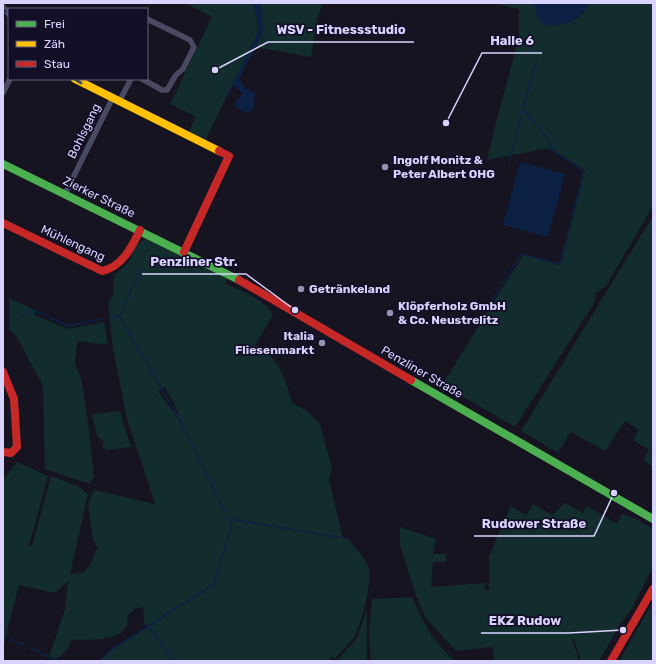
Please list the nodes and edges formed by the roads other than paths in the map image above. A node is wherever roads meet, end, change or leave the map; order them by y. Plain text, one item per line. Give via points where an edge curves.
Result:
1 (148, 19) edge
2 (10, 80) edge
3 (77, 80) edge
4 (130, 80) edge
5 (144, 80) edge
6 (3, 93) edge
7 (115, 101) junction
8 (3, 164) edge
9 (65, 194) junction
10 (3, 223) edge
11 (140, 230) junction
12 (184, 252) junction
13 (3, 372) edge
14 (3, 452) edge
15 (651, 519) edge
16 (653, 589) edge
17 (611, 661) edge

1 - 5 street via 190,40 194,47 183,69 174,77 167,90 164,91
2 - 6 street
3 - 7 main road
4 - 7 street, Bohlsgang
7 - 9 street, Bohlsgang
7 - 12 main road via 229,156
8 - 9 main road, Zierker Straße
9 - 11 main road, Zierker Straße
10 - 11 main road, Mühlengang via 102,271 109,269 126,256
11 - 12 main road, Zierker Straße
12 - 15 main road, Penzliner Straße via 274,300
13 - 14 main road via 14,393 16,403 17,447 11,453
16 - 17 main road

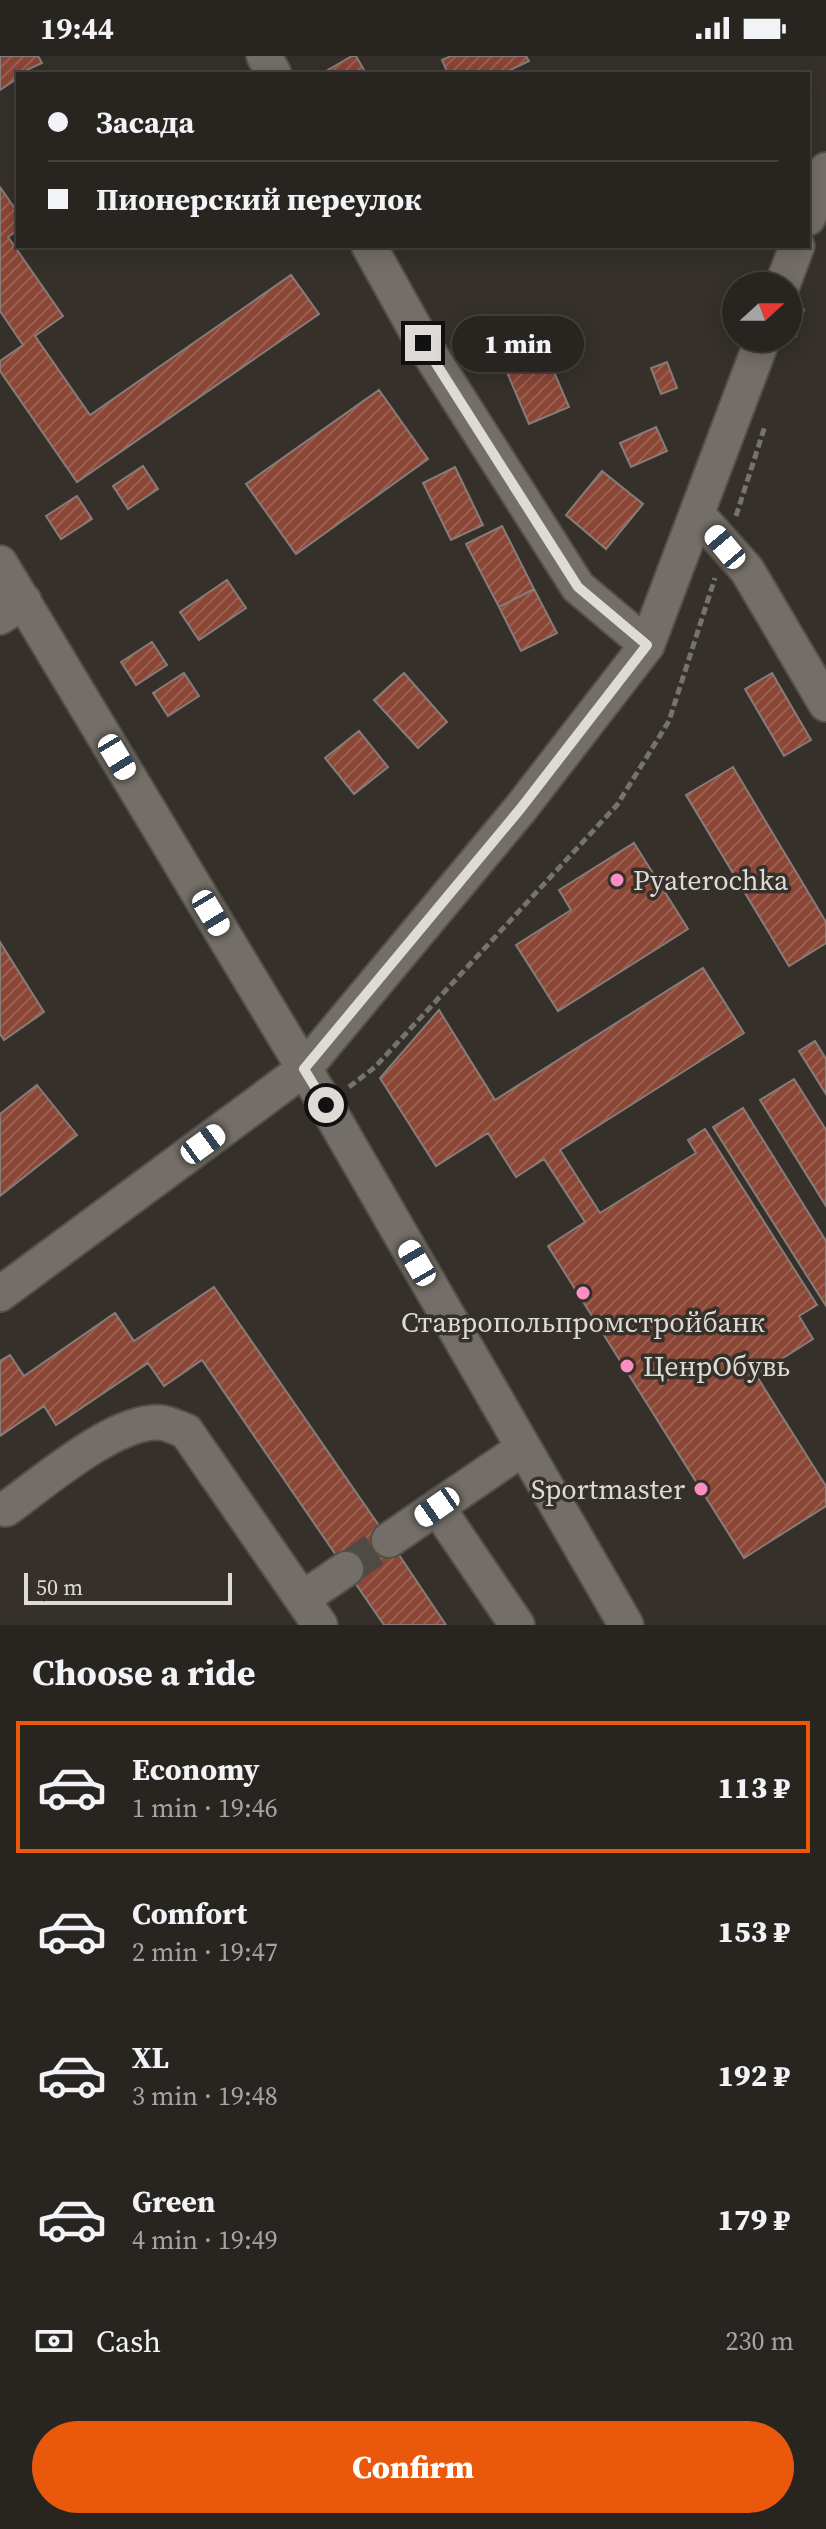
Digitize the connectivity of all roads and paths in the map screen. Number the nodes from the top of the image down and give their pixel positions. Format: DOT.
graph roads {
  1 [pos="826,170"];
  2 [pos="810,213"];
  3 [pos="370,248"];
  4 [pos="796,248"];
  5 [pos="787,272"];
  6 [pos="758,352"];
  7 [pos="697,514"];
  8 [pos="0,563"];
  9 [pos="12,609"];
  10 [pos="647,645"];
  11 [pos="826,704"];
  12 [pos="304,1069"];
  13 [pos="0,1294"];
  14 [pos="522,1449"];
  15 [pos="437,1507"];
  16 [pos="6,1509"];
  17 [pos="389,1540"];
  18 [pos="346,1569"];
  19 [pos="311,1612"];
  20 [pos="517,1625"];
  21 [pos="626,1625"];
  1 -- 2 [label="street"];
  3 -- 10 [label="street"];
  4 -- 5 [label="street"];
  6 -- 7 [label="street"];
  7 -- 10 [label="street"];
  7 -- 11 [label="street"];
  8 -- 9 [label="street"];
  9 -- 12 [label="street"];
  10 -- 12 [label="street"];
  12 -- 13 [label="street"];
  12 -- 14 [label="street"];
  14 -- 15 [label="street"];
  14 -- 21 [label="street"];
  15 -- 17 [label="street"];
  15 -- 20 [label="street"];
  16 -- 19 [label="street"];
  18 -- 19 [label="street"];
}
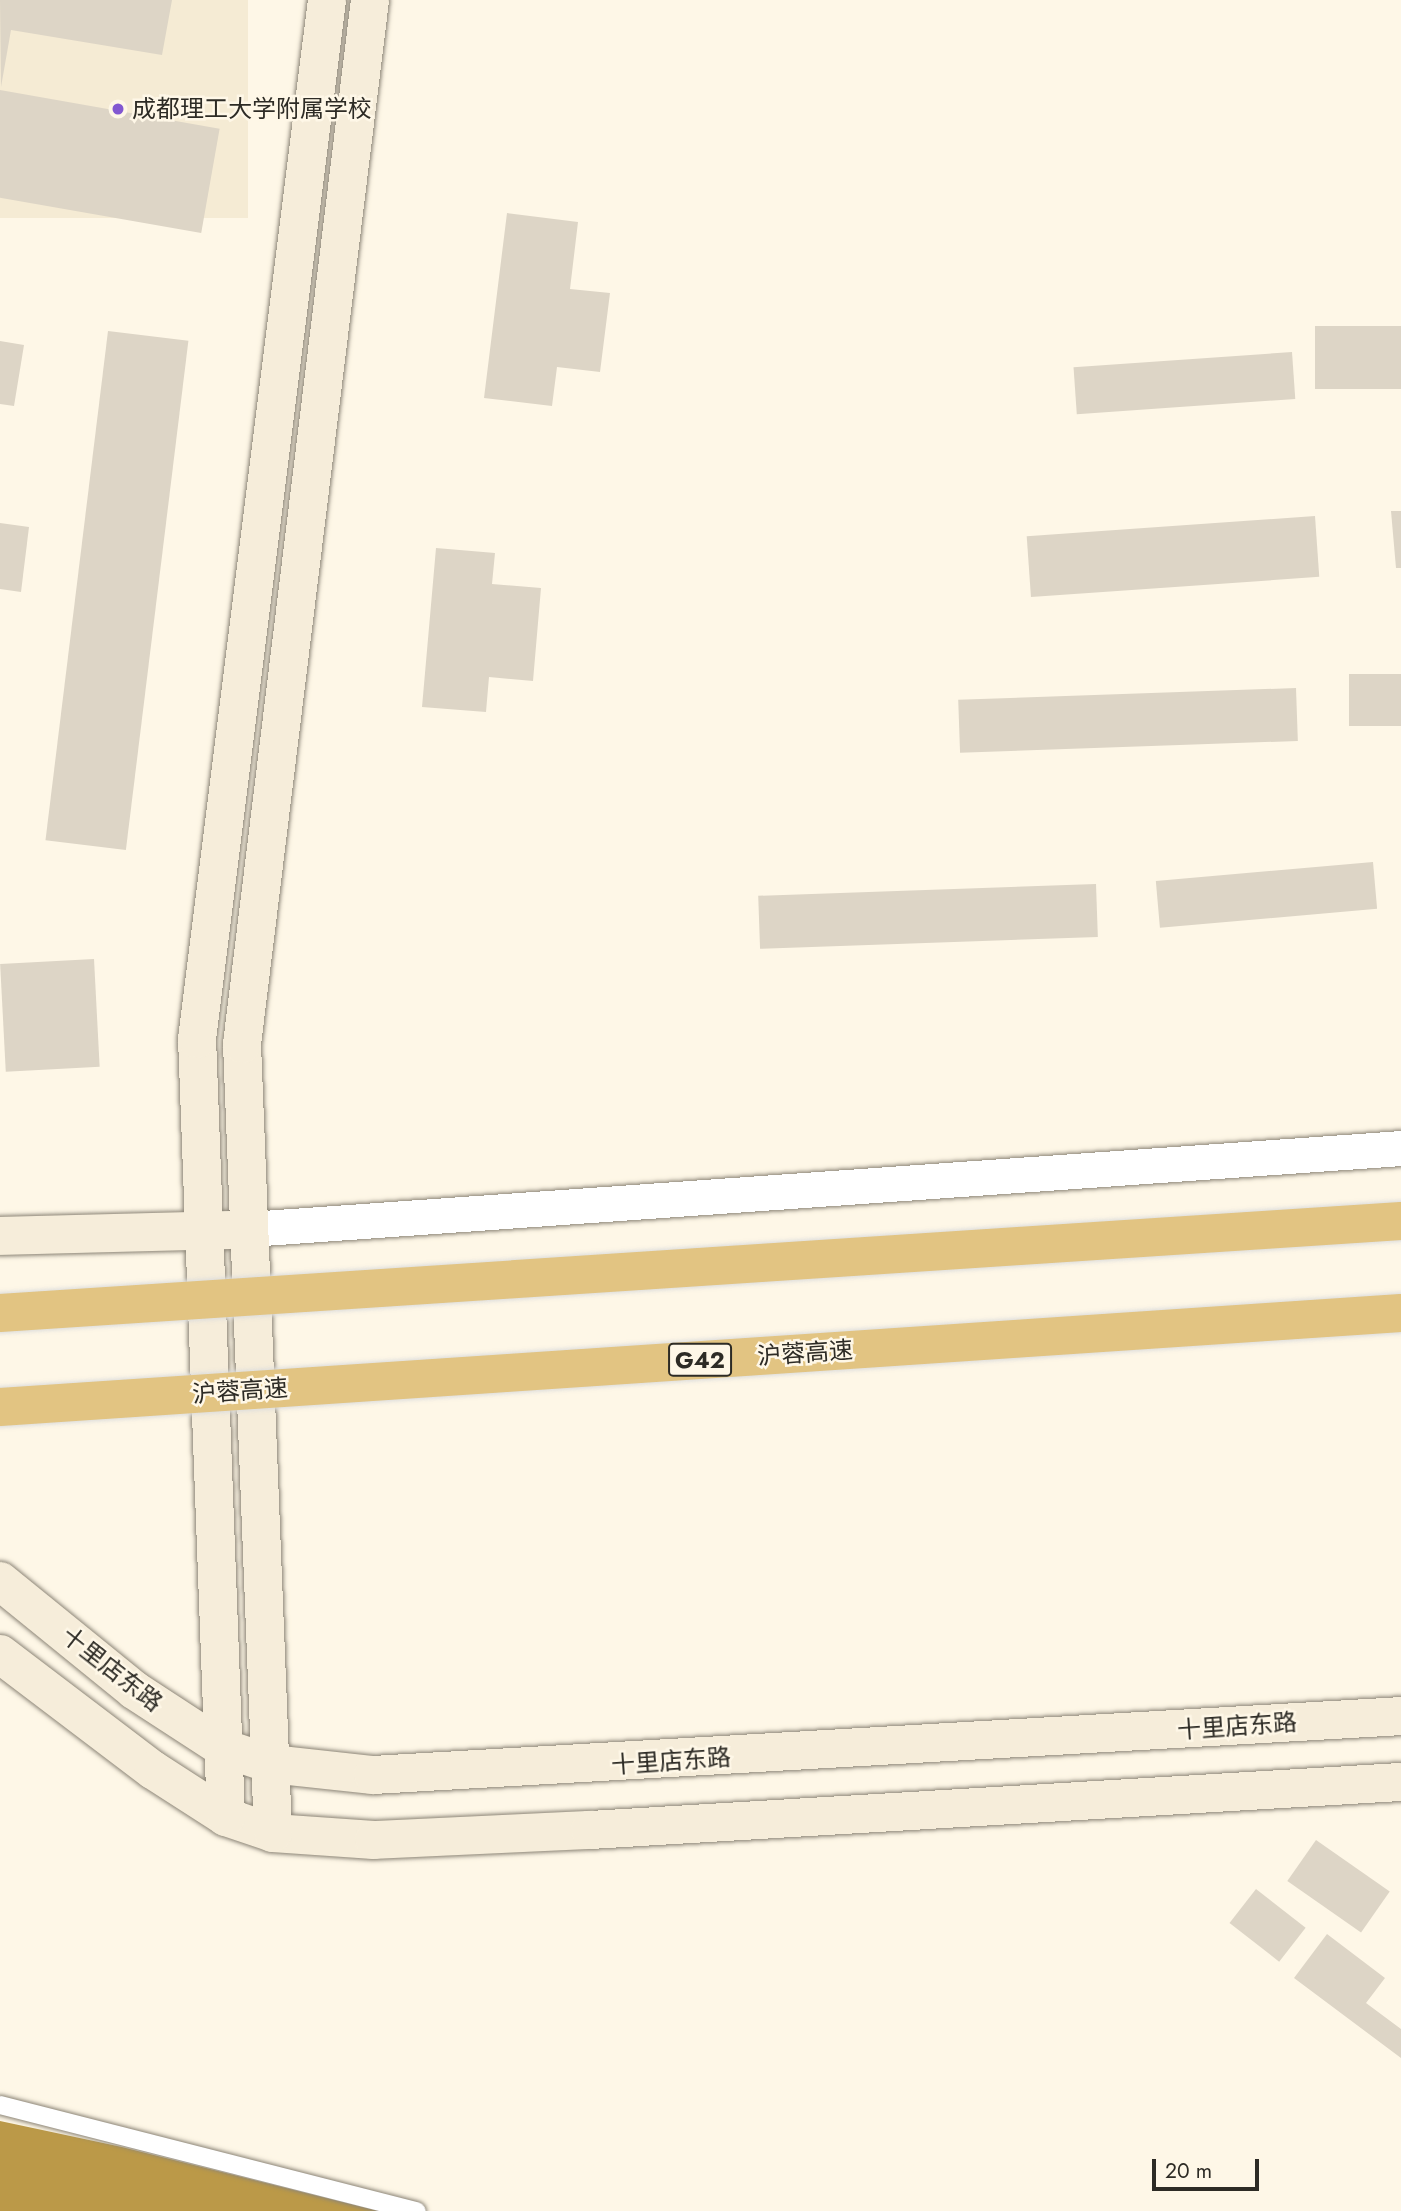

* Task objective: Above are the records; set down exactly the lines from the line containing "Digitize the connectivity" through their last line, leaving every picture out.

* Written solution:
Digitize the connectivity of all roads and paths in the map screen. Number the nodes from the top of the image down and give their pixel positions. Format: DOT.
graph roads {
  1 [pos="826,170"];
  2 [pos="810,213"];
  3 [pos="370,248"];
  4 [pos="796,248"];
  5 [pos="787,272"];
  6 [pos="758,352"];
  7 [pos="697,514"];
  8 [pos="0,563"];
  9 [pos="12,609"];
  10 [pos="647,645"];
  11 [pos="826,704"];
  12 [pos="304,1069"];
  13 [pos="0,1294"];
  14 [pos="522,1449"];
  15 [pos="437,1507"];
  16 [pos="6,1509"];
  17 [pos="389,1540"];
  18 [pos="346,1569"];
  19 [pos="311,1612"];
  20 [pos="517,1625"];
  21 [pos="626,1625"];
  1 -- 2 [label="street"];
  3 -- 10 [label="street"];
  4 -- 5 [label="street"];
  6 -- 7 [label="street"];
  7 -- 10 [label="street"];
  7 -- 11 [label="street"];
  8 -- 9 [label="street"];
  9 -- 12 [label="street"];
  10 -- 12 [label="street"];
  12 -- 13 [label="street"];
  12 -- 14 [label="street"];
  14 -- 15 [label="street"];
  14 -- 21 [label="street"];
  15 -- 17 [label="street"];
  15 -- 20 [label="street"];
  16 -- 19 [label="street"];
  18 -- 19 [label="street"];
}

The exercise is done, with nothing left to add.